1. 这里的 **GPU 数量** 指的是得到模型权重文件对应的 GPU 个数。默认地，MMAction2 所提供的配置文件对应使用 8 块 GPU 进行训练的情况。
   依据 [线性缩放规则](https://arxiv.org/abs/1706.02677)，当用户使用不同数量的 GPU 或者每块 GPU 处理不同视频个数时，需要根据批大小等比例地调节学习率。
   如，lr=0.01 对应 4 GPUs x 2 video/gpu，以及 lr=0.08 对应 16 GPUs x 4 video/gpu。
2. 这里的 **推理时间** 是根据 [基准测试脚本](/tools/analysis/benchmark.py) 获得的，采用测试时的采帧策略，且只考虑模型的推理时间，
   并不包括 IO 时间以及预处理时间。对于每个配置，MMAction2 使用 1 块 GPU 并设置批大小（每块 GPU 处理的视频个数）为 1 来计算推理时间。
3. 我们使用的 Kinetics400 验证集包含 19796 个视频，用户可以从 [验证集视频](https://mycuhk-my.sharepoint.com/:u:/g/personal/1155136485_link_cuhk_edu_hk/EbXw2WX94J1Hunyt3MWNDJUBz-nHvQYhO9pvKqm6g39PMA?e=a9QldB) 下载这些视频。同时也提供了对应的 [数据列表](https://download.openmmlab.com/mmaction/dataset/k400_val/kinetics_val_list.txt) （每行格式为：视频 ID，视频帧数目，类别序号）以及 [标签映射](https://download.openmmlab.com/mmaction/dataset/k400_val/kinetics_class2ind.txt) （类别序号到类别名称）。

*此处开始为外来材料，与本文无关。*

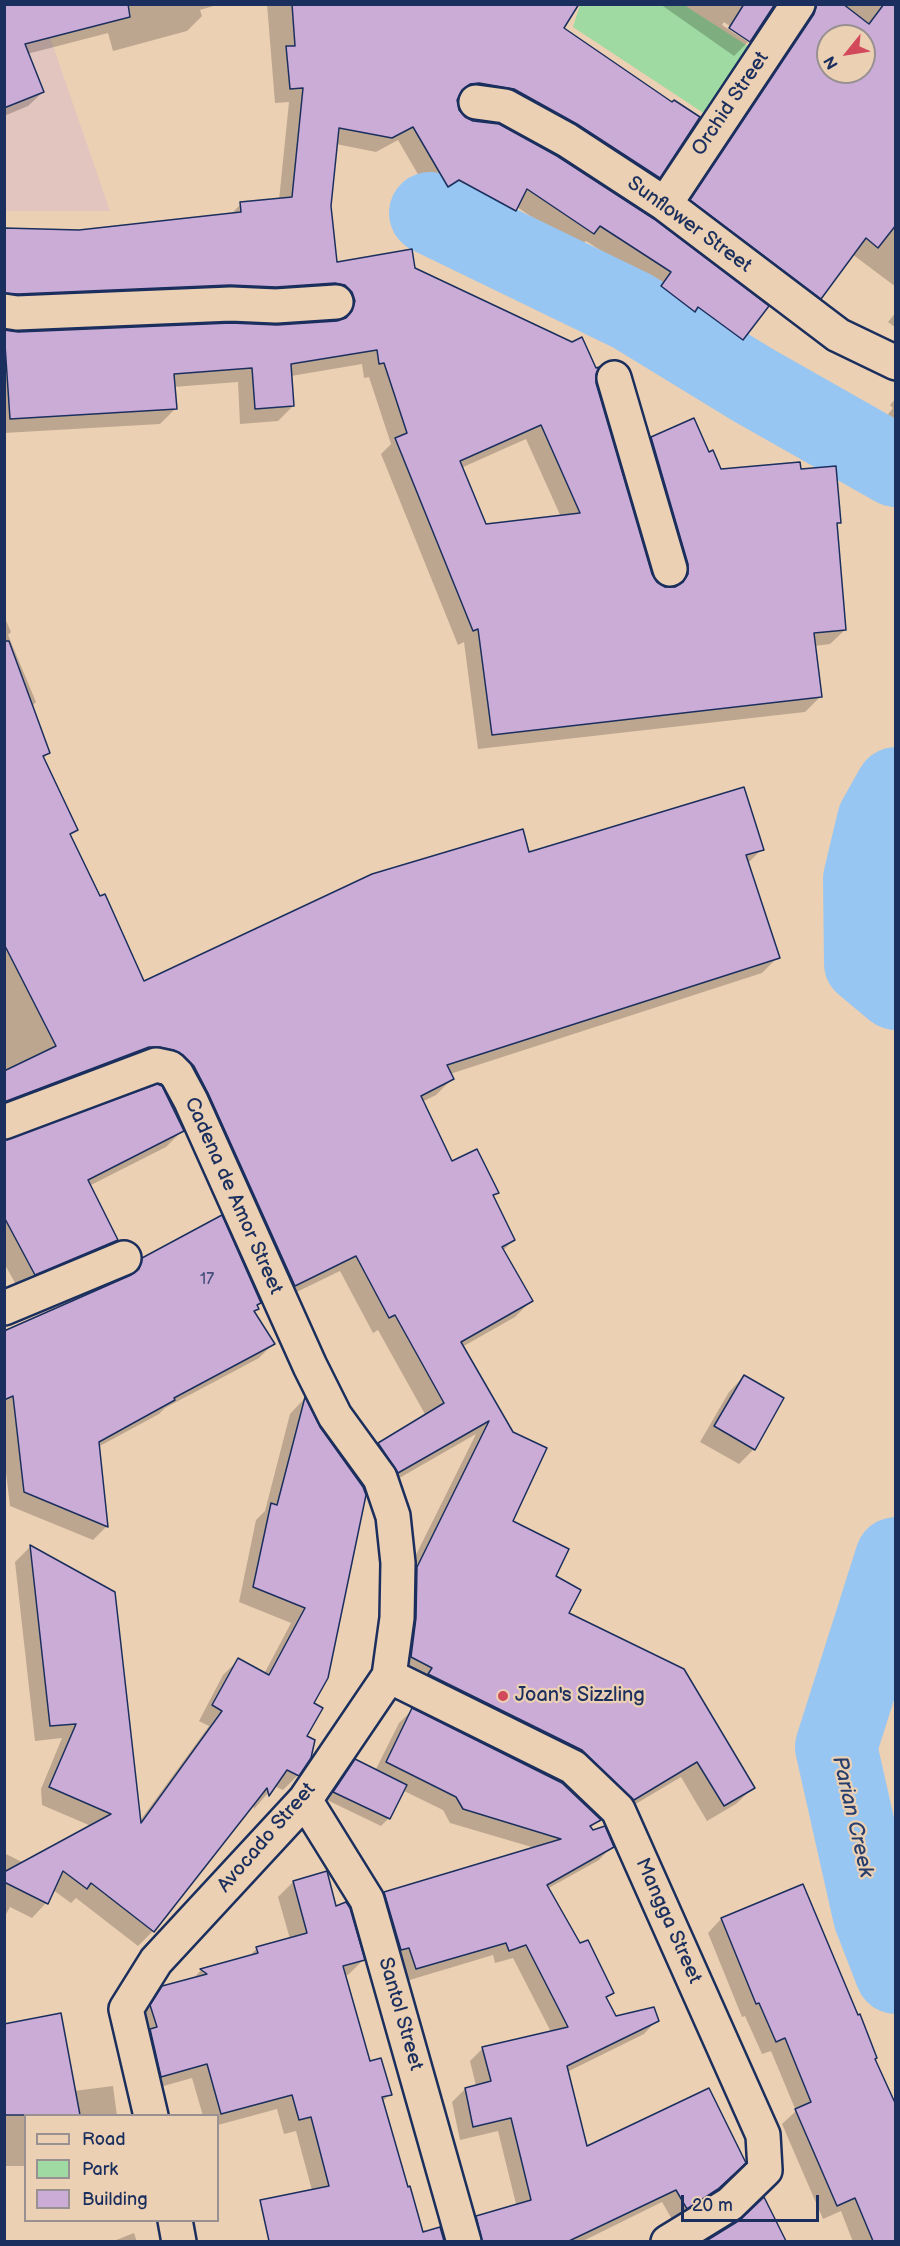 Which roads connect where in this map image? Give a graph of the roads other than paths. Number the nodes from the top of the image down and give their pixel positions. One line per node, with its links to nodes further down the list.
1 (798, 4): 3 (street, Orchid Street)
2 (476, 102): 3 (street, Sunflower Street)
3 (664, 204): 6 (street, Sunflower Street)
4 (336, 302): 5 (street)
5 (4, 311)
6 (896, 363)
7 (614, 378): 8 (street)
8 (670, 569)
9 (4, 1122): 12 (street, Cadena de Amor Street)
10 (124, 1258): 11 (street)
11 (4, 1308)
12 (380, 1478): 13 (street, Avocado Street)
13 (389, 1676): 14 (street, Avocado Street); 19 (street, Mangga Street)
14 (305, 1800): 15 (street, Avocado Street); 18 (street, Santol Street)
15 (150, 2114)
16 (175, 2222): 17 (street)
17 (179, 2241)
18 (464, 2241)
19 (668, 2241) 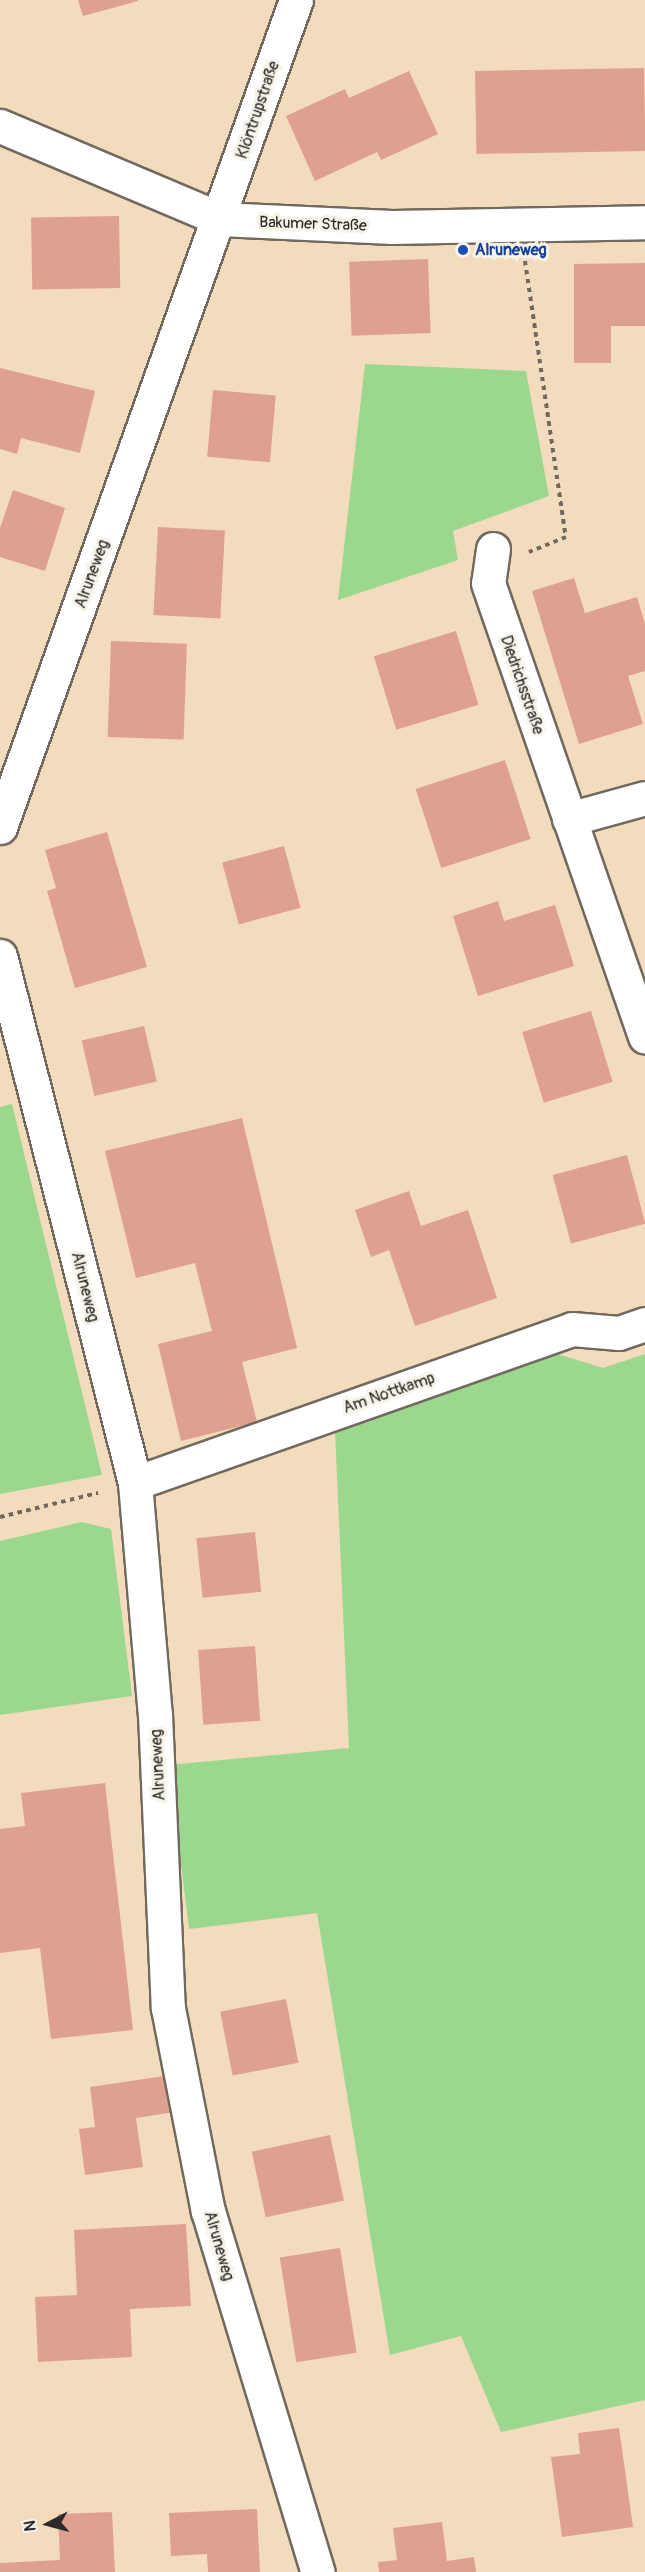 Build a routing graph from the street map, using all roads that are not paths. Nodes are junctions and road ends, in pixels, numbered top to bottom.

对于数据集准备的细节，用户可参考 [数据集准备文档](/docs/zh_cn/data_preparation.md) 中的准备音频部分。

## 如何训练

用户可以使用以下指令进行模型训练。

```shell
python tools/train.py ${CONFIG_FILE} [optional arguments]
```

Example: 以一个确定性的训练方式，辅以定期的验证过程进行 ResNet 模型在 Kinetics400 音频数据集上的训练。

```shell
python tools/train.py configs/audio_recognition/tsn_r50_64x1x1_100e_kinetics400_audio_feature.py \
    --work-dir work_dirs/tsn_r50_64x1x1_100e_kinetics400_audio_feature \
    --validate --seed 0 --deterministic
```

更多训练细节，可参考 [基础教程](/docs/zh_cn/getting_started.md#训练配置) 中的 **训练配置** 部分。

## 如何测试

用户可以使用以下指令进行模型测试。

```shell
python tools/test.py ${CONFIG_FILE} ${CHECKPOINT_FILE} [optional arguments]
```

例如：在 Kinetics400 音频数据集上测试 ResNet 模型，并将结果导出为一个 json 文件。

```shell
python tools/test.py configs/audio_recognition/tsn_r50_64x1x1_100e_kinetics400_audio_feature.py \
    checkpoints/SOME_CHECKPOINT.pth --eval top_k_accuracy mean_class_accuracy \
    --out result.json
```

更多测试细节，可参考 [基础教程](/docs/zh_cn/getting_started.md#测试某个数据集) 中的 **测试某个数据集** 部分。

## 融合

对于多模态融合，用户可以使用这个 [脚本](/tools/analysis/report_accuracy.py)，其命令大致为：

```shell
python tools/analysis/report_accuracy.py --scores ${AUDIO_RESULT_PKL} ${VISUAL_RESULT_PKL} --datalist data/kinetics400/kinetics400_val_list_rawframes.txt --coefficient 1 1
```

- AUDIO_RESULT_PKL: `tools/test.py` 脚本通过 `--out` 选项存储的输出文件。
- VISUAL_RESULT_PKL: `tools/test.py` 脚本通过 `--out` 选项存储的输出文件。